How Fixed Income Works

This short guide explains how fixed income securities (or bonds as they are also known) work and how they can fit into your portfolio. It aims to provide you with a better understanding of why fixed income is an important asset for preserving capital and achieving a steady income.

What is a Bond?

One way a government (treasury bonds) or a company (corporate bonds) can borrow the money they need to fund their projects or initiatives is to issue bonds.

The word “bond” means contract, agreement or guarantee. Each of these terms applies to the financial securities known as bonds, which are simply agreements to borrow money and then repay it (in addition to regular interest payments) after a fixed term.

In other words, a bond is a loan issued by the borrower (issuer) and purchased by the lender (investor). The borrower in turn makes two key promises to the lender:

1.  To repay the capital on a predetermined date (known as maturity).
2. To pay regular interest payments throughout the life of the loan (at the “coupon” rate).
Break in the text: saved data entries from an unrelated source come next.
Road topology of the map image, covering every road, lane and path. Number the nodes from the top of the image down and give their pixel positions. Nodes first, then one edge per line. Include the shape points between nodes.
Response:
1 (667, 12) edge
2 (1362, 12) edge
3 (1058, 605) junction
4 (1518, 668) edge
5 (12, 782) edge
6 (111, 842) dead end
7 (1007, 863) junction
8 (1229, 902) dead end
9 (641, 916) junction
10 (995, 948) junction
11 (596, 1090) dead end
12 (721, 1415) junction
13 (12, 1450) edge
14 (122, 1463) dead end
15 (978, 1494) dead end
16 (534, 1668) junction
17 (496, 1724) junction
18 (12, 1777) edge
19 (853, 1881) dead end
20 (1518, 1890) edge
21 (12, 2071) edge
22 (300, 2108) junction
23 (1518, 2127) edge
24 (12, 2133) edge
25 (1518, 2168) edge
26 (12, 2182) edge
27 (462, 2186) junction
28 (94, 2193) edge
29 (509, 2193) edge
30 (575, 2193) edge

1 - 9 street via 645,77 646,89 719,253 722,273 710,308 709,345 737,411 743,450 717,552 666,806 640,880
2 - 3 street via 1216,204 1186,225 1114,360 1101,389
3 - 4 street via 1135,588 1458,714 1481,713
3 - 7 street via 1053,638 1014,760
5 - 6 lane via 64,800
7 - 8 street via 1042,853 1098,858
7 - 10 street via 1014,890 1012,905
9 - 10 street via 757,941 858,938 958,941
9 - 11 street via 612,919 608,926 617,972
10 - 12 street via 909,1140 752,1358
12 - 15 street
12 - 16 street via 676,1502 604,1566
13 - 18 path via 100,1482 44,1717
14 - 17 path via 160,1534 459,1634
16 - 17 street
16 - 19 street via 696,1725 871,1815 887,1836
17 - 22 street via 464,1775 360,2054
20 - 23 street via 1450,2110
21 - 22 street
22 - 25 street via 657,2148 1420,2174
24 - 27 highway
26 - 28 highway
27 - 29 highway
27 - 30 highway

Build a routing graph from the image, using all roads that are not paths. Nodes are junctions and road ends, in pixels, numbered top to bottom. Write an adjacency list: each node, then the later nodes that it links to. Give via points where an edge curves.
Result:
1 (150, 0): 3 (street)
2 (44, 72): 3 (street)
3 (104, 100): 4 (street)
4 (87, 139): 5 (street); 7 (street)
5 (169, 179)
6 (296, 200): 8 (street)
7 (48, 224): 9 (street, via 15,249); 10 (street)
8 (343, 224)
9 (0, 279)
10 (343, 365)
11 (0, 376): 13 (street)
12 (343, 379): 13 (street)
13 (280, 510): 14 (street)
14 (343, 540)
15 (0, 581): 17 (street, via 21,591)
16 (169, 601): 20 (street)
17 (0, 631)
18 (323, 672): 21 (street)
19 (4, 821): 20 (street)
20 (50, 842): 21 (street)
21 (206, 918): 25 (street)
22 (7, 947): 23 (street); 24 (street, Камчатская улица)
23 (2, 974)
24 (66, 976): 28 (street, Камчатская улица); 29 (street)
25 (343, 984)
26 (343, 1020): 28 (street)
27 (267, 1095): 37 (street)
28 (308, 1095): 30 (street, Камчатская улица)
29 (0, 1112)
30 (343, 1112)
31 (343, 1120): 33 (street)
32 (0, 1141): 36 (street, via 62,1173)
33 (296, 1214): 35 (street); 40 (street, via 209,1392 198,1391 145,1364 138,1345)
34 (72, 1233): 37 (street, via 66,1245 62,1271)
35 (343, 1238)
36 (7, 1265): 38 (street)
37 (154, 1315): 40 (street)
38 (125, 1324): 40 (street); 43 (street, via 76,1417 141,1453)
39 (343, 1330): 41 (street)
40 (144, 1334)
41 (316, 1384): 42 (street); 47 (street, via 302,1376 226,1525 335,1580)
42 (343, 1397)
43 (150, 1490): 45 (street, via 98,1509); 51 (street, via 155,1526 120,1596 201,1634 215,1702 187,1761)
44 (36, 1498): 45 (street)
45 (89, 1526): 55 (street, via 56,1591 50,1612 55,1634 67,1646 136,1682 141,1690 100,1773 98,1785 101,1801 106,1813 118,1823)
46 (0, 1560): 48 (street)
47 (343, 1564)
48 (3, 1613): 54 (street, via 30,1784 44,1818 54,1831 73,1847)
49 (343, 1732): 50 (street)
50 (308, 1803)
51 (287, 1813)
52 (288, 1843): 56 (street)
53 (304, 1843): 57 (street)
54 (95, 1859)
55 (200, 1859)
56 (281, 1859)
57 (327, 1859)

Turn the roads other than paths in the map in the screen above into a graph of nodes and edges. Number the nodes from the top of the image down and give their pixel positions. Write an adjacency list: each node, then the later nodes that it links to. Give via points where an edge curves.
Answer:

Looking at the payment, you can see why bonds are also referred to as “fixed income” securities. They provide investors with a return in the form of fixed regular payments (coupon) and the repayment of the principal (initial investment) on maturity. So far, we have discussed the primary markets for bonds, where new bonds are created (issued) and bought by investors. Once they have been issued, investors can buy and sell bonds on the secondary market. However, they are generally not traded on an exchange (like shares) and are bought/sold over the counter (OTC) with high minimum investment thresholds (typically $500,000). This means the typical investor usually accesses bonds via a professionally managed investment fund.

Characteristics of a Fixed Income

Fixed income is an asset class that tends to be used in the defensive part of investors’ portfolios. The asset class primarily consists of debt securities, which are financial assets created when one party lends money to another.

Types of debt securities include government bonds, municipal bonds, corporate bonds and asset-backed securities such as mortgage-backed bonds.

Fixed-income investing can potentially offer investors benefits such as assets with a focus on capital preservation, income generation and diversification. Government bonds are also highly liquid, meaning they can be sold for cash quickly and at a low cost.

Advantages:

Security – Bonds provide a degree of certainty that the full principal will be repaid at maturity.
Regular Income – For investors who need a predictable source of income, such as retirees, a bond’s regular interest payment can provide greater certainty than other investments.
Performance – A better interest rate may be available from some bonds, such as corporate bonds, than from other investments (like term deposits).
Diversification – Because bonds tend not to move in tandem with stocks, they help provide diversification in an investor’s portfolio.

Here at Pass Investment Managers we understand that every individual has different priorities in life, and very specific goals and objectives, which are reflected in the way each of us organizes our finances.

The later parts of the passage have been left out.